WHAT THIS TASK INVOLVES: Every record, from the first line to the last, needs to be given again exactly.

Source records:
##########

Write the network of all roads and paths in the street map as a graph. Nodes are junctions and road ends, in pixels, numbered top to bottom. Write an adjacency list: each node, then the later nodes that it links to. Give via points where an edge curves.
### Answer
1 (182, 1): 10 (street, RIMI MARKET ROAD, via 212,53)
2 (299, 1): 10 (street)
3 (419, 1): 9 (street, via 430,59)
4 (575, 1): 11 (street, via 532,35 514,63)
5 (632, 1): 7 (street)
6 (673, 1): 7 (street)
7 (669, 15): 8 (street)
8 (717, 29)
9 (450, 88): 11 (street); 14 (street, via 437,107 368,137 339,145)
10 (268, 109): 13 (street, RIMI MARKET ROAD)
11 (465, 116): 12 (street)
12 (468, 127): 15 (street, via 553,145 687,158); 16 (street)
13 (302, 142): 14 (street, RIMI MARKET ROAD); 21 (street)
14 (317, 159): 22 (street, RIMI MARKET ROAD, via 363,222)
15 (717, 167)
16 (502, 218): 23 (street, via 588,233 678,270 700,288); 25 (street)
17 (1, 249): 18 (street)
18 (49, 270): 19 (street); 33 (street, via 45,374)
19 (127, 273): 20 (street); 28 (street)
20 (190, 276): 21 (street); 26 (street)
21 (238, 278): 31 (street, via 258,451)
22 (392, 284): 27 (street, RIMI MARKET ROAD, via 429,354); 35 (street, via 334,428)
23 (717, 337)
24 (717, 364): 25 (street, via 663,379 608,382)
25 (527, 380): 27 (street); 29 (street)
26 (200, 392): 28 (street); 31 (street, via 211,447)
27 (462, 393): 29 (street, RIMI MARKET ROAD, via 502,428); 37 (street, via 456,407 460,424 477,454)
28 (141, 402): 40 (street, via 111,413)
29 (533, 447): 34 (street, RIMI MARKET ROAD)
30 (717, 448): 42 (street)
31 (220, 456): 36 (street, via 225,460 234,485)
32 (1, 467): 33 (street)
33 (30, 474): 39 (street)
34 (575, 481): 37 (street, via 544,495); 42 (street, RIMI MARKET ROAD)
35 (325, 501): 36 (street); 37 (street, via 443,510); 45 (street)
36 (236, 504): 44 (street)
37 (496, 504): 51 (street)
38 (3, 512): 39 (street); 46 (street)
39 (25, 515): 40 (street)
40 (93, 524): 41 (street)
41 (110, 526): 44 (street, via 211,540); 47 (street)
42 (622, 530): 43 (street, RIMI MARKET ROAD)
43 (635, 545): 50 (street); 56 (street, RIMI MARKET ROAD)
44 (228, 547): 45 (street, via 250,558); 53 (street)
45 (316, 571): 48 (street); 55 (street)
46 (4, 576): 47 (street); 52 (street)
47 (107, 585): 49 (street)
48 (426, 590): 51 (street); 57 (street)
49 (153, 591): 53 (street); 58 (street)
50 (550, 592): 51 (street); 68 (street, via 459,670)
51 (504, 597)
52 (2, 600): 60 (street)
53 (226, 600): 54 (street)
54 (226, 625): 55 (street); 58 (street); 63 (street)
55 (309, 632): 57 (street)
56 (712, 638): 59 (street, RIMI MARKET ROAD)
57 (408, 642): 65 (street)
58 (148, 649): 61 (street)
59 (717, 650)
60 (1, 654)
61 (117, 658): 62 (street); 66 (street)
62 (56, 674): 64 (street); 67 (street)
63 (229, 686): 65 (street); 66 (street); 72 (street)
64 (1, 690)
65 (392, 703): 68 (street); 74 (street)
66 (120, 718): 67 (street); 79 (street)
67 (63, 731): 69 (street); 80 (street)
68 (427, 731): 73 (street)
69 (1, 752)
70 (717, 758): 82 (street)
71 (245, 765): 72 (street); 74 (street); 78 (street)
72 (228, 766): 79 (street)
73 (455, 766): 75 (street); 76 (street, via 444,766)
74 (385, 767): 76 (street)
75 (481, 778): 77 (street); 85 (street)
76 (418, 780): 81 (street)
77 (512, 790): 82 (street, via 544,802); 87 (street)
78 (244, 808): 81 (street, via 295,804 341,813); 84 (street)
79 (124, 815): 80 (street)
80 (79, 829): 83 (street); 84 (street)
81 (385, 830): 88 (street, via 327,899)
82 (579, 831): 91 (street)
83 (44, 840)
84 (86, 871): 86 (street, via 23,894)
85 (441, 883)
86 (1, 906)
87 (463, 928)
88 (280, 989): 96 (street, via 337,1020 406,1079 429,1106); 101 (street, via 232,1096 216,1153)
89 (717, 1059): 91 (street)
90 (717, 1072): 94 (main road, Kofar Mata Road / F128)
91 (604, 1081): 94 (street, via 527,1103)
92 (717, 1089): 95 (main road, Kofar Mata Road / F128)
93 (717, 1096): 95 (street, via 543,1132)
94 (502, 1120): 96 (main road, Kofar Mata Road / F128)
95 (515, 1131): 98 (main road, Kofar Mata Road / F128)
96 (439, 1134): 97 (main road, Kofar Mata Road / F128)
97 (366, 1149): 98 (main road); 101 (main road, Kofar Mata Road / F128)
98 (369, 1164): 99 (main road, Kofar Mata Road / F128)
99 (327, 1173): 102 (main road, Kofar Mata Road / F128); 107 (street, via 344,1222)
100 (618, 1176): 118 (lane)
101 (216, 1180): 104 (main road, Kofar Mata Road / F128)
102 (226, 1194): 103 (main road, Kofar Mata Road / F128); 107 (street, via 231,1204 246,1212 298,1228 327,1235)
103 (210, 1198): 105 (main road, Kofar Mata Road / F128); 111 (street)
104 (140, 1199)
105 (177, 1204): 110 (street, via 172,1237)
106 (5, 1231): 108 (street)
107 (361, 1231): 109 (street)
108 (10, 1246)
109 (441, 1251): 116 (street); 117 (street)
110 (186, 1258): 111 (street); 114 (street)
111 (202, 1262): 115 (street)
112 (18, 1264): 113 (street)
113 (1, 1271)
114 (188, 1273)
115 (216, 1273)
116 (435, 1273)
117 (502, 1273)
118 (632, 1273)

##########

TASK RESPONSE:
Write the network of all roads and paths in the street map as a graph. Nodes are junctions and road ends, in pixels, numbered top to bottom. Write an adjacency list: each node, then the later nodes that it links to. Give via points where an edge curves.
### Answer
1 (182, 1): 10 (street, RIMI MARKET ROAD, via 212,53)
2 (299, 1): 10 (street)
3 (419, 1): 9 (street, via 430,59)
4 (575, 1): 11 (street, via 532,35 514,63)
5 (632, 1): 7 (street)
6 (673, 1): 7 (street)
7 (669, 15): 8 (street)
8 (717, 29)
9 (450, 88): 11 (street); 14 (street, via 437,107 368,137 339,145)
10 (268, 109): 13 (street, RIMI MARKET ROAD)
11 (465, 116): 12 (street)
12 (468, 127): 15 (street, via 553,145 687,158); 16 (street)
13 (302, 142): 14 (street, RIMI MARKET ROAD); 21 (street)
14 (317, 159): 22 (street, RIMI MARKET ROAD, via 363,222)
15 (717, 167)
16 (502, 218): 23 (street, via 588,233 678,270 700,288); 25 (street)
17 (1, 249): 18 (street)
18 (49, 270): 19 (street); 33 (street, via 45,374)
19 (127, 273): 20 (street); 28 (street)
20 (190, 276): 21 (street); 26 (street)
21 (238, 278): 31 (street, via 258,451)
22 (392, 284): 27 (street, RIMI MARKET ROAD, via 429,354); 35 (street, via 334,428)
23 (717, 337)
24 (717, 364): 25 (street, via 663,379 608,382)
25 (527, 380): 27 (street); 29 (street)
26 (200, 392): 28 (street); 31 (street, via 211,447)
27 (462, 393): 29 (street, RIMI MARKET ROAD, via 502,428); 37 (street, via 456,407 460,424 477,454)
28 (141, 402): 40 (street, via 111,413)
29 (533, 447): 34 (street, RIMI MARKET ROAD)
30 (717, 448): 42 (street)
31 (220, 456): 36 (street, via 225,460 234,485)
32 (1, 467): 33 (street)
33 (30, 474): 39 (street)
34 (575, 481): 37 (street, via 544,495); 42 (street, RIMI MARKET ROAD)
35 (325, 501): 36 (street); 37 (street, via 443,510); 45 (street)
36 (236, 504): 44 (street)
37 (496, 504): 51 (street)
38 (3, 512): 39 (street); 46 (street)
39 (25, 515): 40 (street)
40 (93, 524): 41 (street)
41 (110, 526): 44 (street, via 211,540); 47 (street)
42 (622, 530): 43 (street, RIMI MARKET ROAD)
43 (635, 545): 50 (street); 56 (street, RIMI MARKET ROAD)
44 (228, 547): 45 (street, via 250,558); 53 (street)
45 (316, 571): 48 (street); 55 (street)
46 (4, 576): 47 (street); 52 (street)
47 (107, 585): 49 (street)
48 (426, 590): 51 (street); 57 (street)
49 (153, 591): 53 (street); 58 (street)
50 (550, 592): 51 (street); 68 (street, via 459,670)
51 (504, 597)
52 (2, 600): 60 (street)
53 (226, 600): 54 (street)
54 (226, 625): 55 (street); 58 (street); 63 (street)
55 (309, 632): 57 (street)
56 (712, 638): 59 (street, RIMI MARKET ROAD)
57 (408, 642): 65 (street)
58 (148, 649): 61 (street)
59 (717, 650)
60 (1, 654)
61 (117, 658): 62 (street); 66 (street)
62 (56, 674): 64 (street); 67 (street)
63 (229, 686): 65 (street); 66 (street); 72 (street)
64 (1, 690)
65 (392, 703): 68 (street); 74 (street)
66 (120, 718): 67 (street); 79 (street)
67 (63, 731): 69 (street); 80 (street)
68 (427, 731): 73 (street)
69 (1, 752)
70 (717, 758): 82 (street)
71 (245, 765): 72 (street); 74 (street); 78 (street)
72 (228, 766): 79 (street)
73 (455, 766): 75 (street); 76 (street, via 444,766)
74 (385, 767): 76 (street)
75 (481, 778): 77 (street); 85 (street)
76 (418, 780): 81 (street)
77 (512, 790): 82 (street, via 544,802); 87 (street)
78 (244, 808): 81 (street, via 295,804 341,813); 84 (street)
79 (124, 815): 80 (street)
80 (79, 829): 83 (street); 84 (street)
81 (385, 830): 88 (street, via 327,899)
82 (579, 831): 91 (street)
83 (44, 840)
84 (86, 871): 86 (street, via 23,894)
85 (441, 883)
86 (1, 906)
87 (463, 928)
88 (280, 989): 96 (street, via 337,1020 406,1079 429,1106); 101 (street, via 232,1096 216,1153)
89 (717, 1059): 91 (street)
90 (717, 1072): 94 (main road, Kofar Mata Road / F128)
91 (604, 1081): 94 (street, via 527,1103)
92 (717, 1089): 95 (main road, Kofar Mata Road / F128)
93 (717, 1096): 95 (street, via 543,1132)
94 (502, 1120): 96 (main road, Kofar Mata Road / F128)
95 (515, 1131): 98 (main road, Kofar Mata Road / F128)
96 (439, 1134): 97 (main road, Kofar Mata Road / F128)
97 (366, 1149): 98 (main road); 101 (main road, Kofar Mata Road / F128)
98 (369, 1164): 99 (main road, Kofar Mata Road / F128)
99 (327, 1173): 102 (main road, Kofar Mata Road / F128); 107 (street, via 344,1222)
100 (618, 1176): 118 (lane)
101 (216, 1180): 104 (main road, Kofar Mata Road / F128)
102 (226, 1194): 103 (main road, Kofar Mata Road / F128); 107 (street, via 231,1204 246,1212 298,1228 327,1235)
103 (210, 1198): 105 (main road, Kofar Mata Road / F128); 111 (street)
104 (140, 1199)
105 (177, 1204): 110 (street, via 172,1237)
106 (5, 1231): 108 (street)
107 (361, 1231): 109 (street)
108 (10, 1246)
109 (441, 1251): 116 (street); 117 (street)
110 (186, 1258): 111 (street); 114 (street)
111 (202, 1262): 115 (street)
112 (18, 1264): 113 (street)
113 (1, 1271)
114 (188, 1273)
115 (216, 1273)
116 (435, 1273)
117 (502, 1273)
118 (632, 1273)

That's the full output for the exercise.